ChatGPT Ads arrive en France après six mois de construction accélérée

Depuis le 24 août, OpenAI diffuse des publicités dans ChatGPT en France et dans trente autres marchés européens. Ces annonces restent réservées aux utilisateurs des versions gratuite et Go : les abonnés Plus et Pro, ainsi que les clients Enterprise, conservent une expérience sans publicité.

Le reach potentiel est considérable. ChatGPT revendique près de 900 millions d'utilisateurs actifs chaque semaine et estime qu'environ 20 % des interactions présentent une intention commerciale, qu'il s'agisse de rechercher un produit, de comparer des offres ou de préparer un achat.

OpenAI adapte néanmoins son dispositif aux règles européennes. La publicité personnalisée repose sur le consentement de l'utilisateur. En cas de refus, celui-ci continue de voir des annonces, mais leur sélection dépend uniquement de la conversation en cours et de sa localisation approximative, sans recours à sa mémoire ni à son historique. La plateforme peut donc monétiser une large partie de son audience grâce au ciblage contextuel.

L'offre a beaucoup évolué depuis le lancement du pilote américain en février. À l'époque, ChatGPT Ads était vendu autour de 60 dollars le CPM (le coût de mille impressions) avec un engagement minimum de 200 000 dollars.

En six mois, OpenAI a ajouté l'achat au clic, un Ads Manager, l'optimisation à la conversion, le géociblage, les audiences personnalisées et des outils de mesure comme le pixel et la Conversions API. La plateforme affirme désormais avoir accueilli plusieurs dizaines de milliers d'annonceurs.

L'accès français reste toutefois encadré. Les campagnes peuvent être achetées auprès des équipes commerciales d'OpenAI, des principales agences médias ou de partenaires technologiques comme Adobe, Criteo, Kargo, Pacvue et StackAdapt. L'ouverture plus large de l'Ads Manager en self-service est toute récente, puisqu’elle date du 31 août.

Bouygues Telecom, Carrefour, Cultura, EDF et TotalEnergies font partie des premiers annonceurs français à tester le canal. On est, à date, très loin des CPM et CPC affichés aux US (et c’est normal puisque la concurrence est encore très réduite).

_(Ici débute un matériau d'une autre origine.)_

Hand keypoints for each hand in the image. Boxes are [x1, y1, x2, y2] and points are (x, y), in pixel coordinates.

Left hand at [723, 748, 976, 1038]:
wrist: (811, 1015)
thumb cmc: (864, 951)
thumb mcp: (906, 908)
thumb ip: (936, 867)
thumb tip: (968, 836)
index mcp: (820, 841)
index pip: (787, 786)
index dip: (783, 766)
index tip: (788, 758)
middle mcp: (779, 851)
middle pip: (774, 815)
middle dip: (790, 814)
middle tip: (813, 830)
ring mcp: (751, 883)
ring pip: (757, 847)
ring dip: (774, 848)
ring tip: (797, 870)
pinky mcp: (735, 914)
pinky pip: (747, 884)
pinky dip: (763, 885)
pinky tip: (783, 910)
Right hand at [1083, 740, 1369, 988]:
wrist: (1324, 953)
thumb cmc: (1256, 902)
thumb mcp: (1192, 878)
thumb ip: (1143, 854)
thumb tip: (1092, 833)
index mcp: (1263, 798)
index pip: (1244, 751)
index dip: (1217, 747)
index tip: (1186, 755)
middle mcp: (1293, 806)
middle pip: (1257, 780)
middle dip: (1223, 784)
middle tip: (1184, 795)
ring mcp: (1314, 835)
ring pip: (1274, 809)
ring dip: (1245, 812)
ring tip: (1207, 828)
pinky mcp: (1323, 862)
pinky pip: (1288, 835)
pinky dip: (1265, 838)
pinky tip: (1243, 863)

Notre analyse. L'arrivée de ChatGPT Ads en France ne correspond pas seulement à l'ouverture d'un inventaire publicitaire supplémentaire. OpenAI construit progressivement une plateforme hybride, à mi-chemin entre le search, le commerce media et la recommandation conversationnelle.

L'annonce n'est plus déclenchée par un mot-clé explicitement acheté : le modèle interprète l'intention exprimée dans la conversation, décide s'il est pertinent d'afficher une publicité puis, dans le cas des formats dynamiques, sélectionne lui-même le produit à mettre en avant.

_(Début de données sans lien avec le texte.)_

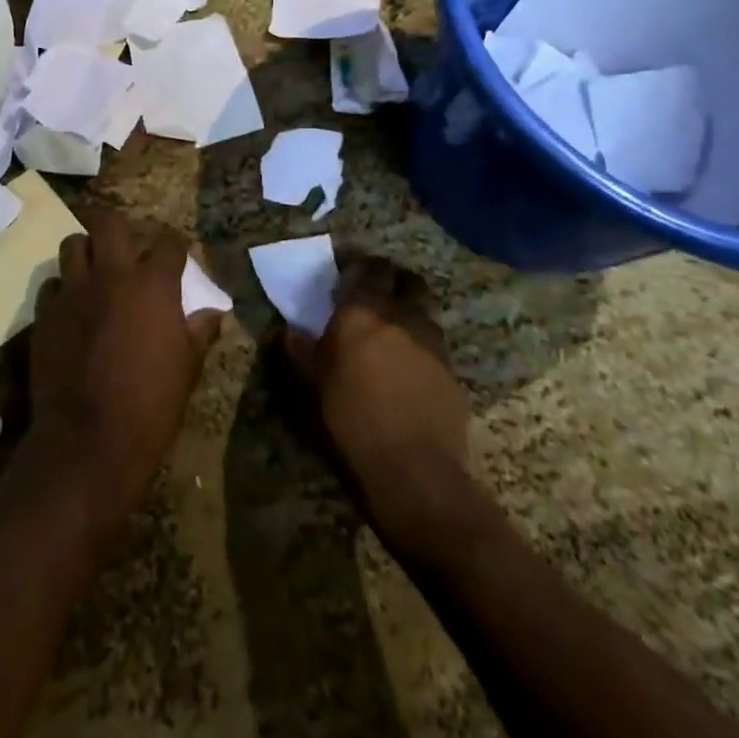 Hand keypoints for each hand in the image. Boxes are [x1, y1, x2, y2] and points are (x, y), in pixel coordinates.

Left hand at [27, 207, 221, 519]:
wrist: (88, 440)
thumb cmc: (151, 404)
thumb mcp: (188, 368)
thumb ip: (199, 331)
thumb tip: (212, 312)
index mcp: (152, 285)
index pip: (169, 243)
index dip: (176, 245)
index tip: (177, 253)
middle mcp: (111, 276)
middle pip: (109, 223)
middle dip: (120, 228)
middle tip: (126, 246)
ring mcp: (73, 292)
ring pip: (73, 245)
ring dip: (86, 251)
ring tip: (95, 270)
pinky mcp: (45, 314)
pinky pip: (52, 285)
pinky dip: (63, 289)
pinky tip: (72, 307)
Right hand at [285, 255, 474, 539]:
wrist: (414, 471)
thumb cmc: (350, 420)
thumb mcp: (309, 385)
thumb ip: (297, 349)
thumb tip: (285, 328)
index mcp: (364, 310)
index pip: (368, 267)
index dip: (358, 266)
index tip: (345, 275)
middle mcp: (403, 315)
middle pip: (406, 280)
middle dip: (391, 281)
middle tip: (373, 296)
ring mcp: (433, 343)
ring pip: (424, 310)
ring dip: (409, 311)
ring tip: (392, 333)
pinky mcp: (453, 373)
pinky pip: (435, 344)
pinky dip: (422, 345)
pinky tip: (409, 369) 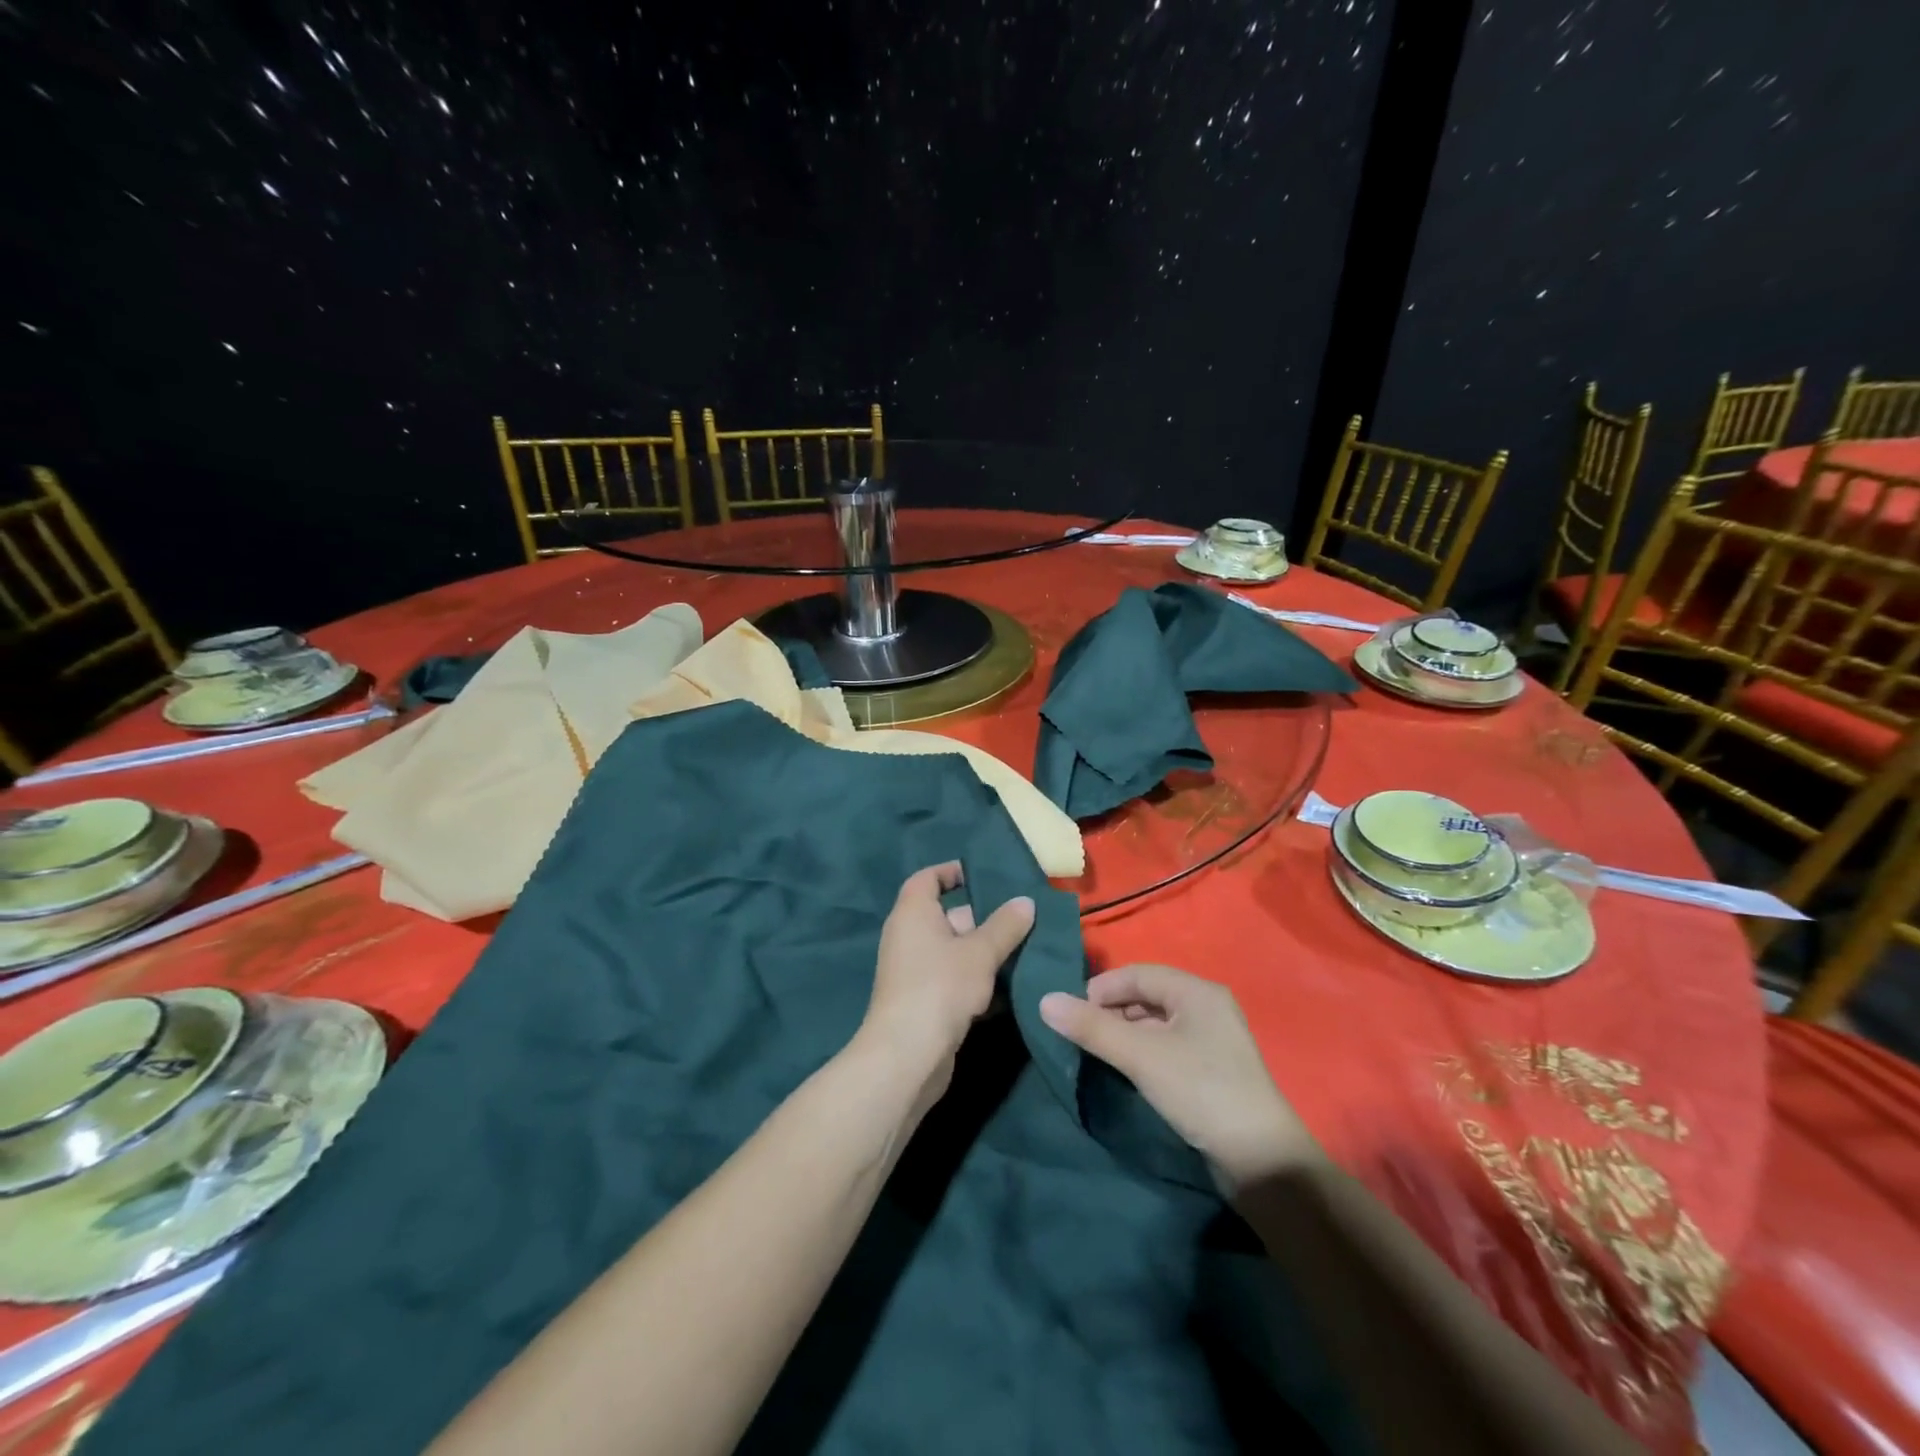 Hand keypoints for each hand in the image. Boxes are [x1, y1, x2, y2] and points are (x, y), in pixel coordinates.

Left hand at [853, 863, 1034, 1115]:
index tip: (986, 874)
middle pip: (950, 916)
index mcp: (914, 912)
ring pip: (957, 951)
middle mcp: (910, 936)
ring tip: (1029, 949)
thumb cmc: (940, 987)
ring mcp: (916, 971)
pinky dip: (980, 981)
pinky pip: (956, 979)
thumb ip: (1005, 925)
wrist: (908, 1056)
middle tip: (1026, 917)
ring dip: (988, 953)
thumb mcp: (980, 952)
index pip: (929, 878)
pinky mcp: (926, 1001)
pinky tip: (1013, 988)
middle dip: (986, 917)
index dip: (954, 872)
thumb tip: (1026, 901)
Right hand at [1039, 964, 1316, 1192]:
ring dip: (1124, 1033)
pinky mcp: (1211, 1070)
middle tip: (1082, 1035)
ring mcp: (1212, 1040)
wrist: (1261, 1161)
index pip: (1138, 973)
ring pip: (1155, 1023)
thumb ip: (1093, 1028)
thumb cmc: (1200, 1091)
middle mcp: (1207, 1007)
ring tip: (1098, 1053)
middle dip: (1111, 1011)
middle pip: (1146, 996)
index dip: (1102, 988)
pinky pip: (1167, 1046)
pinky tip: (1126, 1070)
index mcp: (1197, 992)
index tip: (1072, 1013)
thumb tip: (1044, 1001)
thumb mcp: (1141, 1056)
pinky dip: (1142, 1051)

Ce fonctionnement déplace une partie importante du contrôle de l'acheteur média vers OpenAI. Les annonceurs peuvent fournir des indications sur les contextes dans lesquels ils souhaitent apparaître, mais celles-ci ne correspondent pas encore aux critères de ciblage précis ou aux mots-clés négatifs garantis de Google Ads.

Ils disposent également de moins de visibilité sur les signaux qui conduisent le modèle à diffuser une annonce ou à sélectionner une référence plutôt qu'une autre.

La mesure constitue l'autre limite structurante. Le pixel et la Conversions API permettent désormais de relier un clic à une visite, un lead ou une commande. Ils établissent une succession d'événements, pas un lien de causalité. Or une publicité diffusée au milieu d'une conversation déjà très chargée en intention risque de s'attribuer une vente qui aurait eu lieu de toute façon. T

ant qu'OpenAI et ses partenaires ne publieront pas de tests d'incrémentalité solides, les annonceurs sauront que ChatGPT Ads génère des conversions attribuées, mais pas encore combien de ventes réellement supplémentaires il produit.

Le lancement français ouvre donc une phase d'apprentissage davantage qu'un nouveau canal arrivé à maturité. L'enjeu des prochains mois sera de voir si OpenAI parvient à transformer les budgets de curiosité des grandes marques en investissements récurrents, puis à attirer la longue traîne des PME qui a fait la puissance publicitaire de Google et Meta.